Victoria and her mother lucked out that month when the only available copy at the library was the abridged version. "[Victoria] said she read it in a week," said Katie, "and we all thought, 'How did she do that?'"That wouldn't be so surprising for the unabridged version though. George Smith - Charlotte's publisher - was so grabbed by it that he read the manuscript in less than 24 hours - cancelling a meeting and taking a sandwich for dinner in his own room. Ever since, people have only followed in his footsteps!
Then
News By Us ask you whether you want to be a writer. The author of the article has a confession to make:
By 15, I had already penned an 800-page tome of Bronte-esque proportions, and I don’t mean that in a good way. It smacked of Jackie Collins and Danielle Steele, although I hadn’t (and still haven’t, to this day) ever read a word they‘d written. In addition to The Tome (so poetically entitled “Success"), I had finished eight or so other 300+ page works of fiction.

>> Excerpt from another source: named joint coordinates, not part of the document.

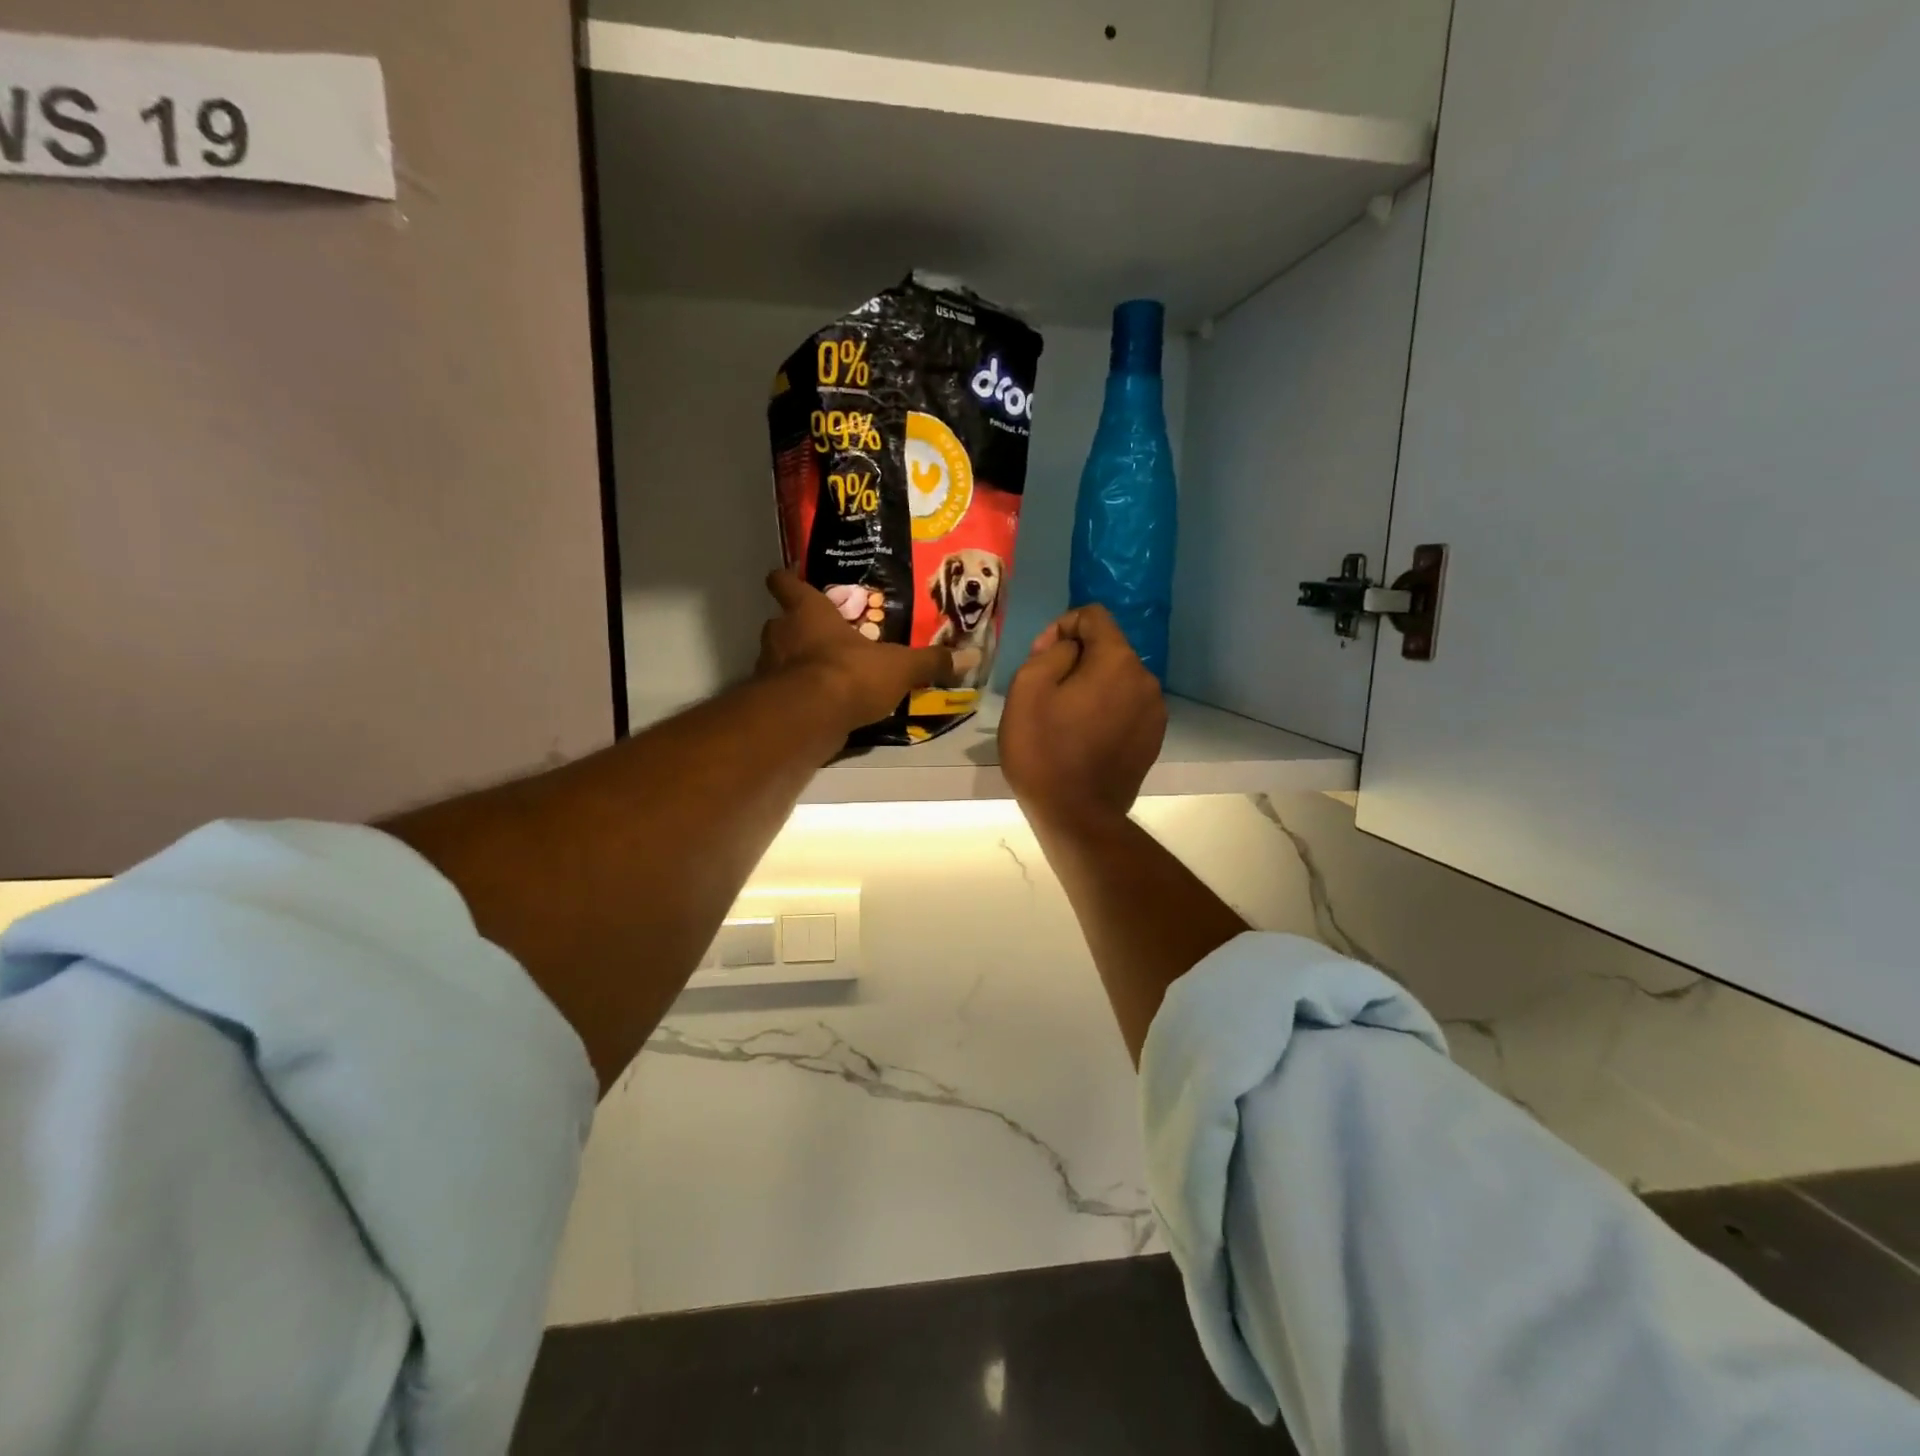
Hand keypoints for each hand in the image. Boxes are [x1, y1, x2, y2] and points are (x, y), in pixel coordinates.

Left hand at [757, 569, 953, 733]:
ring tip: (825, 671)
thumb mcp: (899, 667)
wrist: (809, 718)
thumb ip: (930, 662)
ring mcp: (769, 668)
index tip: (790, 578)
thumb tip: (972, 656)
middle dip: (798, 628)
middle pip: (781, 622)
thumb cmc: (849, 673)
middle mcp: (780, 633)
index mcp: (808, 611)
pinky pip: (784, 691)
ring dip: (796, 662)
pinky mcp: (770, 701)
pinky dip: (798, 694)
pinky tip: (820, 704)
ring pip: (779, 656)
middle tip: (824, 634)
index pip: (785, 583)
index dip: (787, 580)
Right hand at [1000, 604, 1165, 826]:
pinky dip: (1105, 710)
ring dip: (1091, 686)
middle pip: (1107, 648)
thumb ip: (1051, 652)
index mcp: (1117, 661)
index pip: (1093, 616)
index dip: (1061, 627)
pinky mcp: (1153, 738)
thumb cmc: (1044, 751)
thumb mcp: (1027, 689)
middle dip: (1076, 659)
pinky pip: (1126, 707)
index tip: (1040, 659)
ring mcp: (1154, 711)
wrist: (1077, 816)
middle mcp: (1146, 679)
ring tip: (1064, 718)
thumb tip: (1069, 648)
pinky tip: (1084, 737)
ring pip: (1117, 679)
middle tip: (1045, 692)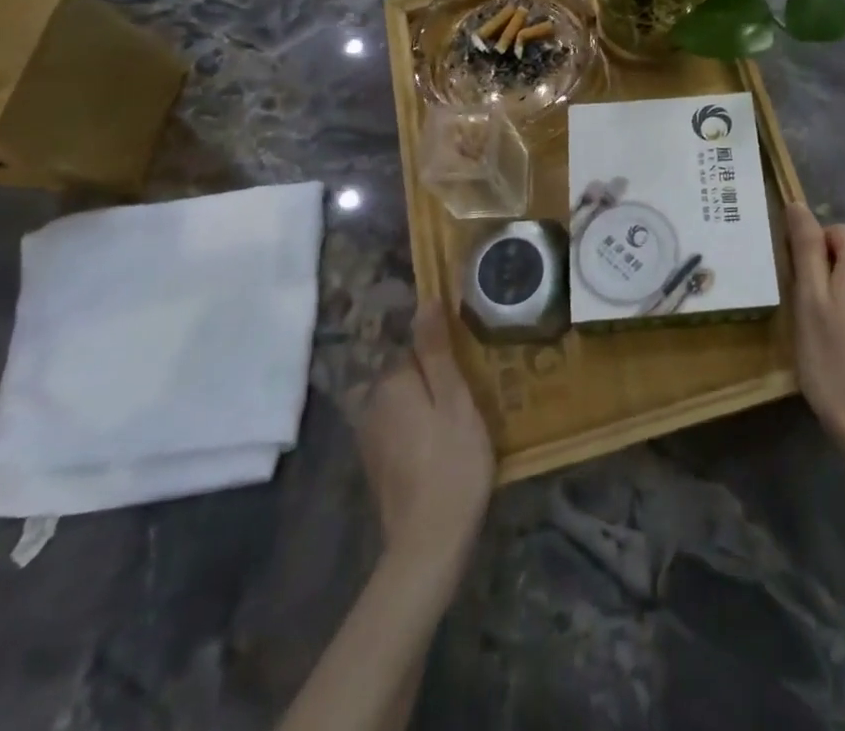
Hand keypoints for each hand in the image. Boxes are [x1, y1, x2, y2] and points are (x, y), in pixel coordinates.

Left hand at [359, 303, 495, 584]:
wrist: (429, 544)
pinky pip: (401, 427)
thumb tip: (426, 300)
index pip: (417, 346)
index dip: (446, 352)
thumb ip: (436, 350)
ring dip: (429, 403)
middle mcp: (372, 404)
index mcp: (391, 382)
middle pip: (409, 373)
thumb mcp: (455, 399)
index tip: (471, 364)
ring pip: (406, 401)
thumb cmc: (452, 463)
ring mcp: (371, 437)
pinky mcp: (378, 464)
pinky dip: (421, 428)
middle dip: (436, 377)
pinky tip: (445, 443)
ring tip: (464, 417)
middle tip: (473, 392)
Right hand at [788, 203, 844, 467]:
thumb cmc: (831, 356)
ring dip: (844, 294)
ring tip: (828, 332)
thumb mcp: (808, 298)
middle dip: (829, 273)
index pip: (837, 231)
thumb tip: (798, 204)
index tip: (801, 285)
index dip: (814, 250)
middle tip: (810, 312)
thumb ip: (805, 248)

Not to mention the hundreds of song lyrics and few dozen prosaically philosophical musings. (No, I didn’t sleep much.)We now wonder: does she like the Brontës or not?
And finally the
Times and Star looks back on a few films that have been set in Cumbria.
And that was not the first time Naworth had been used as a backdrop; London Weekend Television used the building in its 1998 interpretation of Charlotte Bronte's Jane Eyre.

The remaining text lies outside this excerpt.